Required work: Keep the lines exact and the pictures out as you repeat the following listing.

Input for this task:
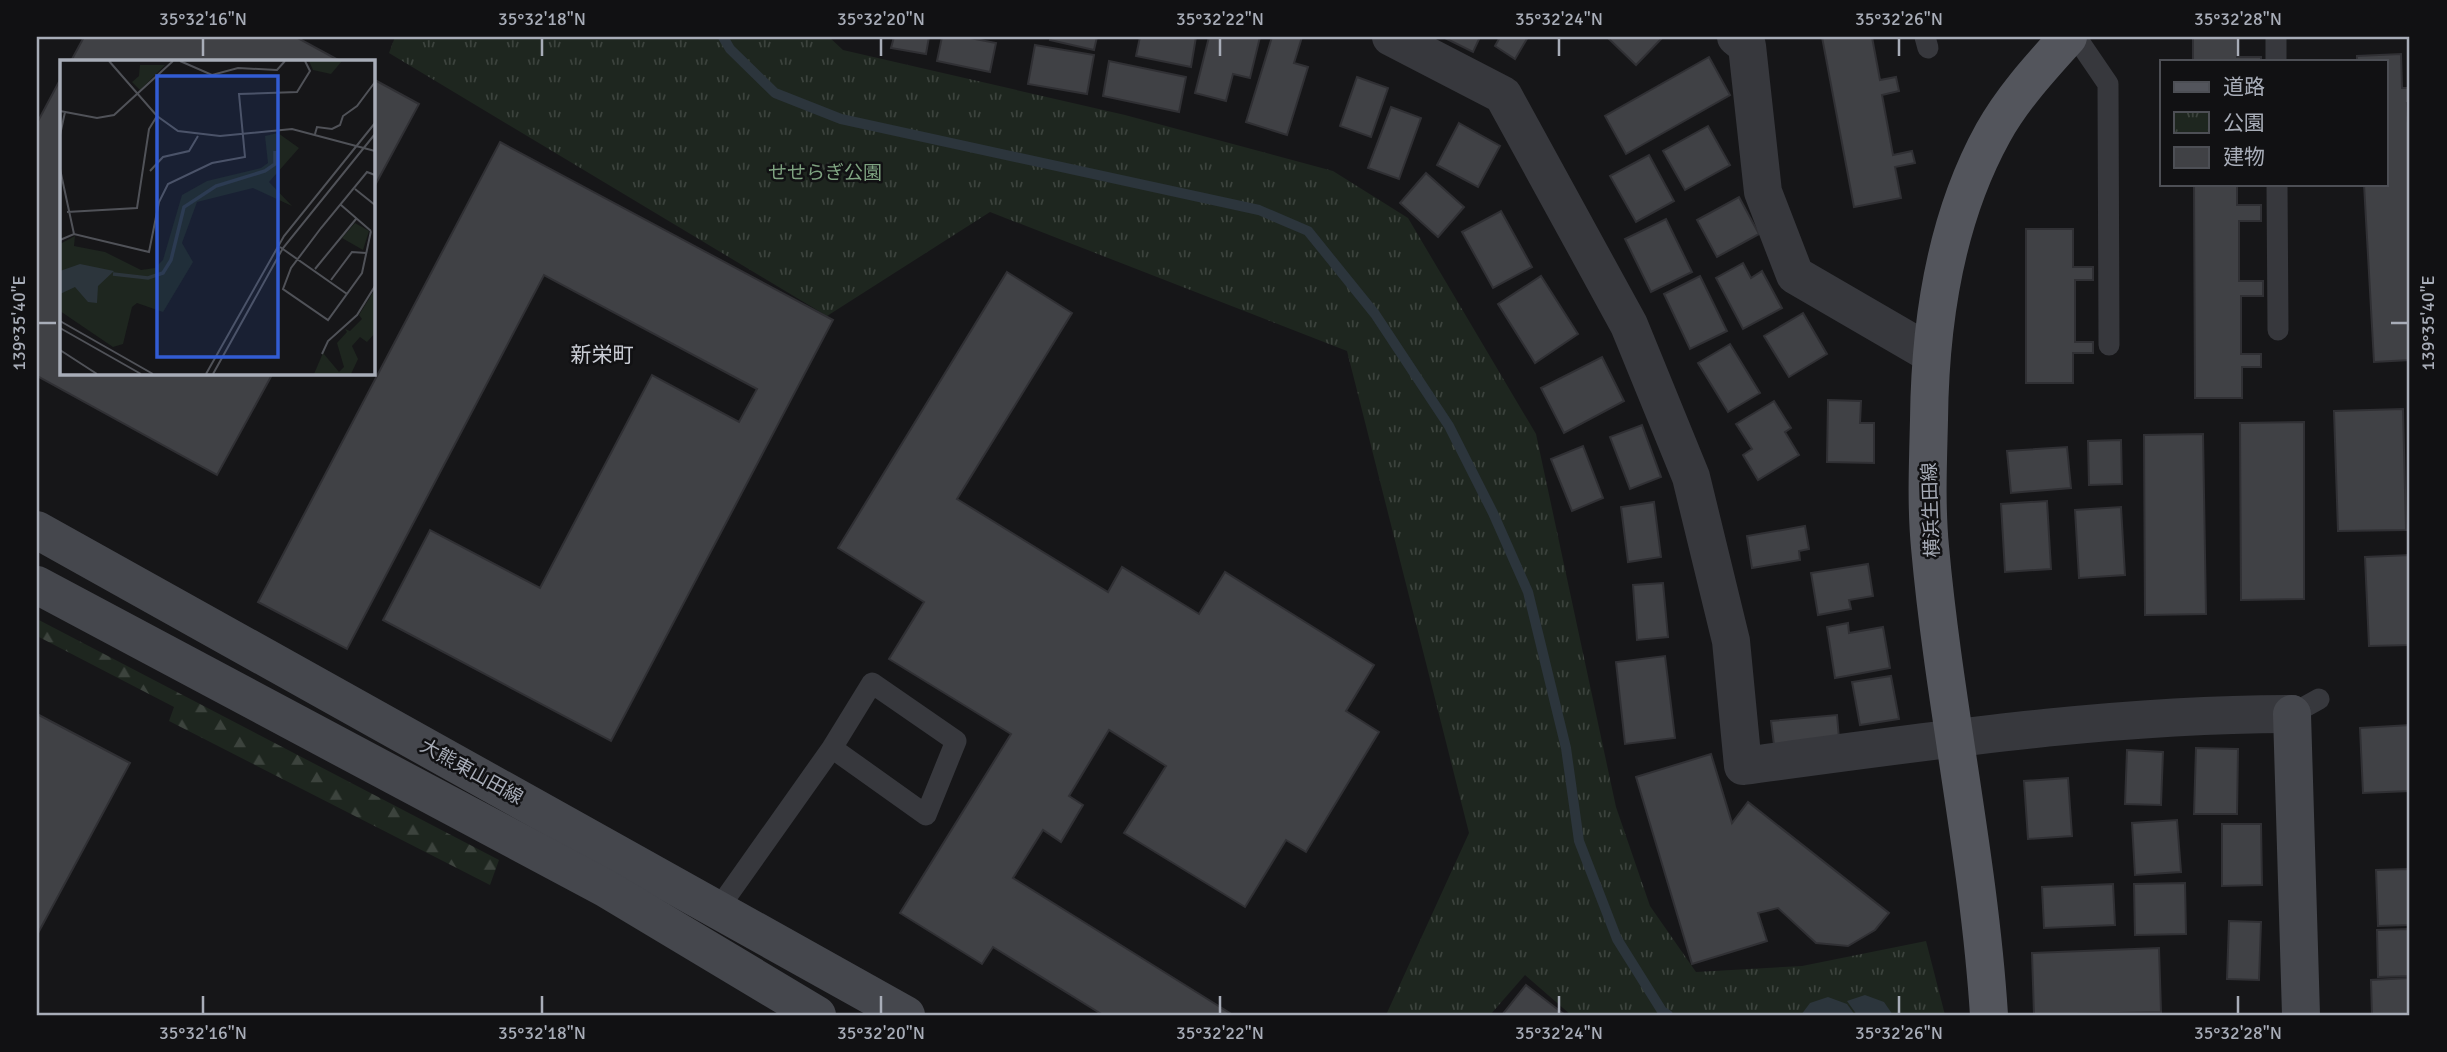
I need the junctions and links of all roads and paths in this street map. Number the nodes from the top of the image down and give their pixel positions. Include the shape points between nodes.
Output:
1 (1391, 37) edge
2 (1736, 37) edge
3 (2067, 37) edge
4 (2076, 37) edge
5 (2276, 37) edge
6 (2276, 60) edge
7 (2277, 186) edge
8 (2278, 330) dead end
9 (2109, 345) dead end
10 (1931, 354) junction
11 (37, 530) edge
12 (37, 585) edge
13 (1953, 738) junction
14 (832, 748) junction
15 (718, 909) junction
16 (817, 1015) edge
17 (906, 1015) edge
18 (1989, 1015) edge
19 (2301, 1015) edge

1 - 13 street via 1503,95 1629,325 1691,477 1731,641 1742,766
2 - 10 street via 1747,46 1763,192 1795,275
3 - 10 main road, 横浜生田線 via 2026,83 1993,133 1968,186 1948,253
4 - 9 lane via 2108,84
5 - 6 lane
7 - 8 lane
10 - 13 main road, 横浜生田線 via 1929,544
11 - 15 street, 大熊東山田線
12 - 16 street, 大熊東山田線 via 605,888
13 - 18 main road, 横浜生田線 via 1984,946
13 - 19 street via 2306,707
14 - 14 lane via 926,815 956,741 872,683
14 - 15 lane
15 - 17 street, 大熊東山田線

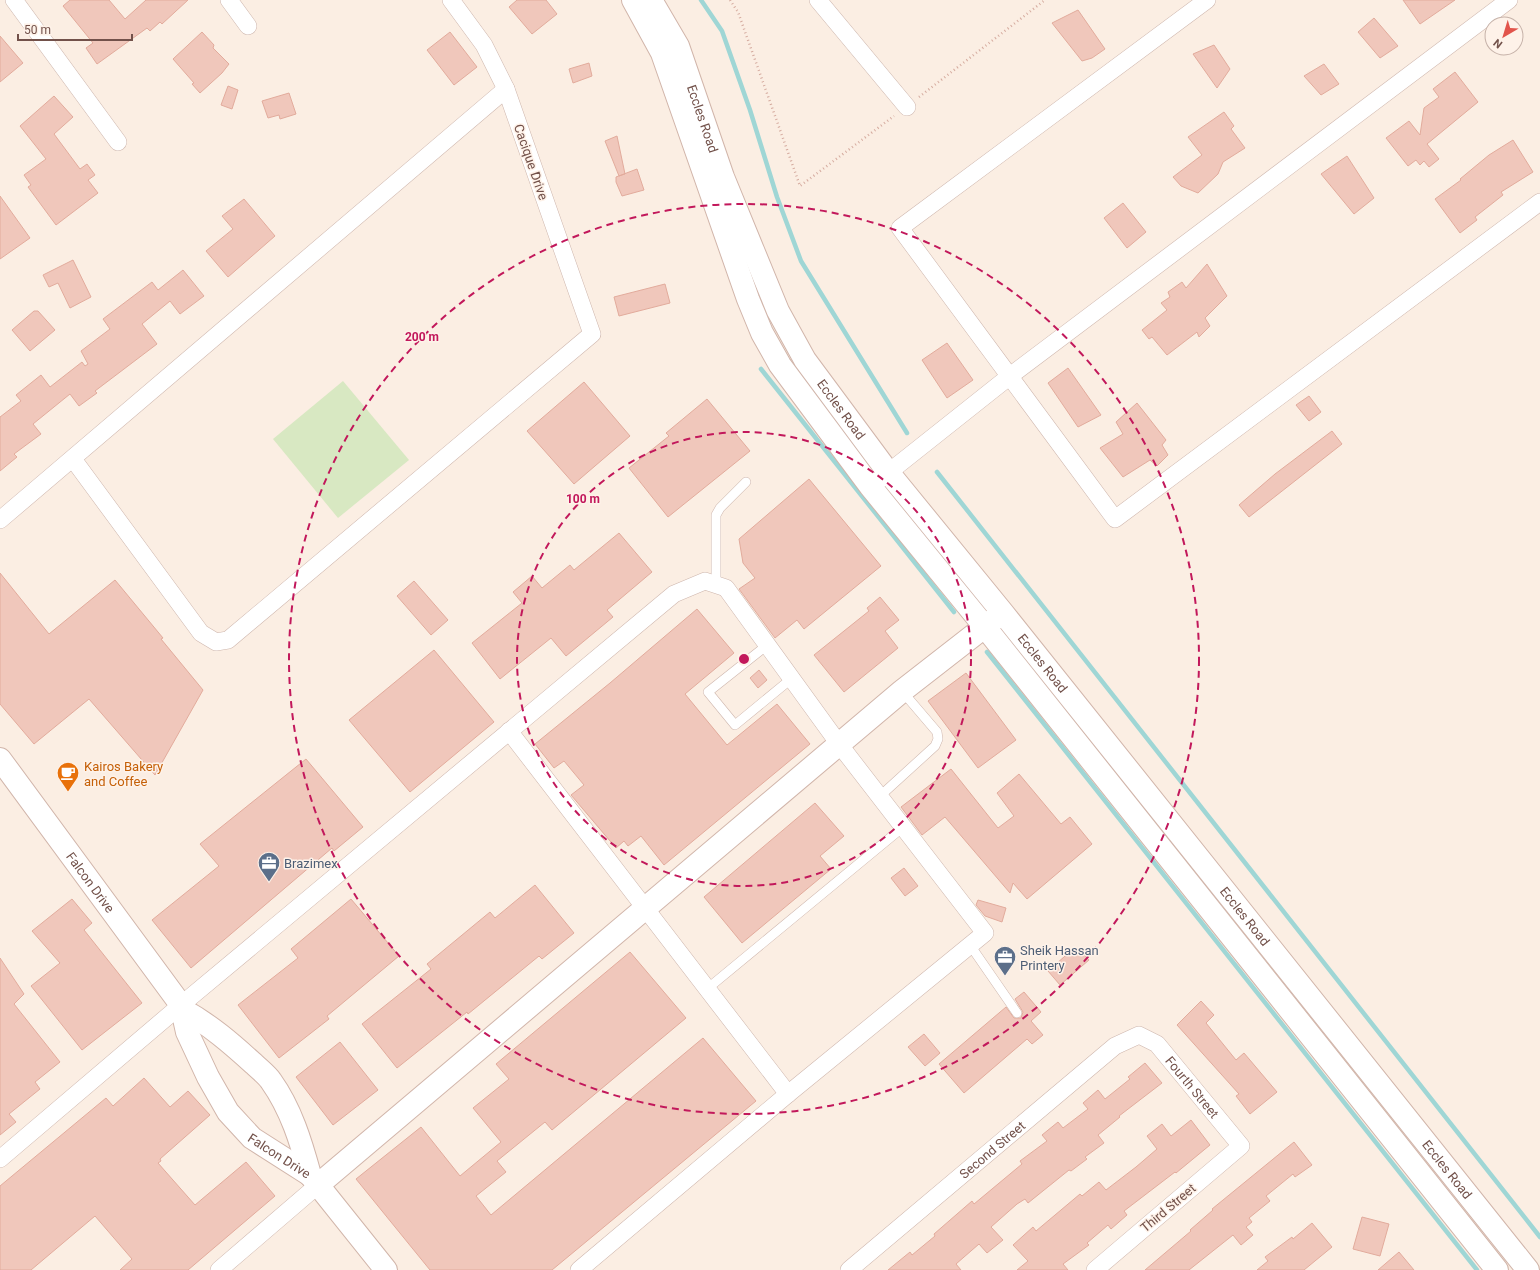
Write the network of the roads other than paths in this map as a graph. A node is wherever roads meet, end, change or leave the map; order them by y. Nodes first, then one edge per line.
1 (14, 0) edge
2 (230, 0) edge
3 (451, 0) edge
4 (633, 0) edge
5 (651, 0) edge
6 (818, 0) edge
7 (1207, 0) edge
8 (1509, 0) edge
9 (248, 26) dead end
10 (506, 89) junction
11 (906, 107) road end
12 (118, 142) dead end
13 (1540, 202) edge
14 (1010, 376) junction
15 (73, 459) junction
16 (888, 472) junction
17 (746, 482) dead end
18 (870, 486) junction
19 (0, 520) edge
20 (716, 583) junction
21 (1003, 612) junction
22 (986, 627) junction
23 (766, 646) junction
24 (791, 679) junction
25 (902, 691) junction
26 (509, 731) junction
27 (839, 744) junction
28 (0, 759) edge
29 (879, 797) junction
30 (902, 828) junction
31 (646, 909) junction
32 (970, 945) junction
33 (707, 989) junction
34 (182, 1007) junction
35 (1017, 1013) dead end
36 (1139, 1035) joint
37 (788, 1094) junction
38 (1241, 1146) joint
39 (0, 1159) edge
40 (314, 1180) junction
41 (219, 1270) edge
42 (386, 1270) edge
43 (579, 1270) edge
44 (849, 1270) edge
45 (1095, 1270) edge
46 (1497, 1270) edge
47 (1528, 1270) edge

1 - 12 street
2 - 9 street
3 - 10 street, Cacique Drive
4 - 18 street, Eccles Road
5 - 16 street, Eccles Road
6 - 11 street
7 - 14 street
8 - 14 street
10 - 15 street
10 - 15 street, Cacique Drive
13 - 14 street
14 - 16 street
15 - 19 street
16 - 18 street
16 - 21 street, Eccles Road
17 - 20 lane
18 - 22 street, Eccles Road
20 - 23 street
20 - 26 street
21 - 22 street
21 - 47 street, Eccles Road
22 - 25 street
22 - 46 street, Eccles Road
23 - 24 street
23 - 24 lane
24 - 27 street
25 - 27 street
25 - 29 lane
26 - 31 street
26 - 34 street
27 - 29 street
27 - 31 street
28 - 34 street, Falcon Drive
29 - 30 street
30 - 32 street
30 - 33 lane
31 - 33 street
31 - 40 street
32 - 35 lane
32 - 37 street
33 - 37 street
34 - 39 street
34 - 40 street, Falcon Drive
34 - 40 street, Falcon Drive
36 - 38 street, Fourth Street
36 - 44 street, Second Street
37 - 43 street
38 - 45 street, Third Street
40 - 41 street
40 - 42 street

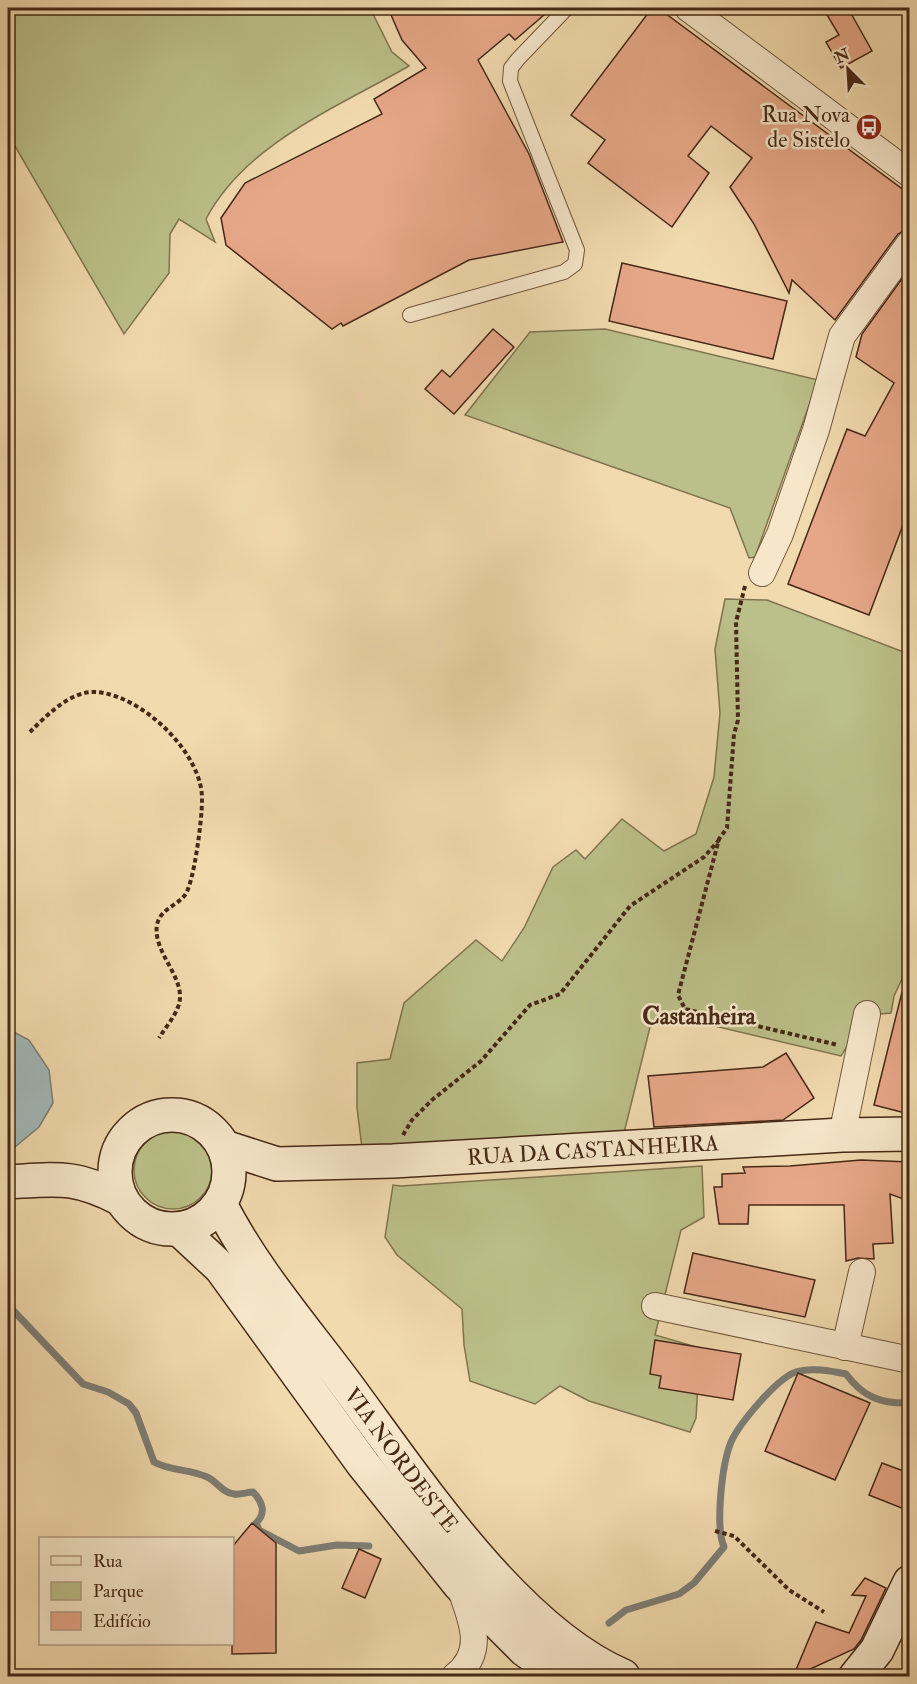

Reply to the task:
I need the junctions and links of all roads and paths in this street map. Number the nodes from the top of the image down and give their pixel positions. Include the shape points between nodes.
Output:
1 (1391, 37) edge
2 (1736, 37) edge
3 (2067, 37) edge
4 (2076, 37) edge
5 (2276, 37) edge
6 (2276, 60) edge
7 (2277, 186) edge
8 (2278, 330) dead end
9 (2109, 345) dead end
10 (1931, 354) junction
11 (37, 530) edge
12 (37, 585) edge
13 (1953, 738) junction
14 (832, 748) junction
15 (718, 909) junction
16 (817, 1015) edge
17 (906, 1015) edge
18 (1989, 1015) edge
19 (2301, 1015) edge

1 - 13 street via 1503,95 1629,325 1691,477 1731,641 1742,766
2 - 10 street via 1747,46 1763,192 1795,275
3 - 10 main road, 横浜生田線 via 2026,83 1993,133 1968,186 1948,253
4 - 9 lane via 2108,84
5 - 6 lane
7 - 8 lane
10 - 13 main road, 横浜生田線 via 1929,544
11 - 15 street, 大熊東山田線
12 - 16 street, 大熊東山田線 via 605,888
13 - 18 main road, 横浜生田線 via 1984,946
13 - 19 street via 2306,707
14 - 14 lane via 926,815 956,741 872,683
14 - 15 lane
15 - 17 street, 大熊東山田線

Write the network of the roads other than paths in this map as a graph. A node is wherever roads meet, end, change or leave the map; order them by y. Nodes first, then one edge per line.
1 (14, 0) edge
2 (230, 0) edge
3 (451, 0) edge
4 (633, 0) edge
5 (651, 0) edge
6 (818, 0) edge
7 (1207, 0) edge
8 (1509, 0) edge
9 (248, 26) dead end
10 (506, 89) junction
11 (906, 107) road end
12 (118, 142) dead end
13 (1540, 202) edge
14 (1010, 376) junction
15 (73, 459) junction
16 (888, 472) junction
17 (746, 482) dead end
18 (870, 486) junction
19 (0, 520) edge
20 (716, 583) junction
21 (1003, 612) junction
22 (986, 627) junction
23 (766, 646) junction
24 (791, 679) junction
25 (902, 691) junction
26 (509, 731) junction
27 (839, 744) junction
28 (0, 759) edge
29 (879, 797) junction
30 (902, 828) junction
31 (646, 909) junction
32 (970, 945) junction
33 (707, 989) junction
34 (182, 1007) junction
35 (1017, 1013) dead end
36 (1139, 1035) joint
37 (788, 1094) junction
38 (1241, 1146) joint
39 (0, 1159) edge
40 (314, 1180) junction
41 (219, 1270) edge
42 (386, 1270) edge
43 (579, 1270) edge
44 (849, 1270) edge
45 (1095, 1270) edge
46 (1497, 1270) edge
47 (1528, 1270) edge

1 - 12 street
2 - 9 street
3 - 10 street, Cacique Drive
4 - 18 street, Eccles Road
5 - 16 street, Eccles Road
6 - 11 street
7 - 14 street
8 - 14 street
10 - 15 street
10 - 15 street, Cacique Drive
13 - 14 street
14 - 16 street
15 - 19 street
16 - 18 street
16 - 21 street, Eccles Road
17 - 20 lane
18 - 22 street, Eccles Road
20 - 23 street
20 - 26 street
21 - 22 street
21 - 47 street, Eccles Road
22 - 25 street
22 - 46 street, Eccles Road
23 - 24 street
23 - 24 lane
24 - 27 street
25 - 27 street
25 - 29 lane
26 - 31 street
26 - 34 street
27 - 29 street
27 - 31 street
28 - 34 street, Falcon Drive
29 - 30 street
30 - 32 street
30 - 33 lane
31 - 33 street
31 - 40 street
32 - 35 lane
32 - 37 street
33 - 37 street
34 - 39 street
34 - 40 street, Falcon Drive
34 - 40 street, Falcon Drive
36 - 38 street, Fourth Street
36 - 44 street, Second Street
37 - 43 street
38 - 45 street, Third Street
40 - 41 street
40 - 42 street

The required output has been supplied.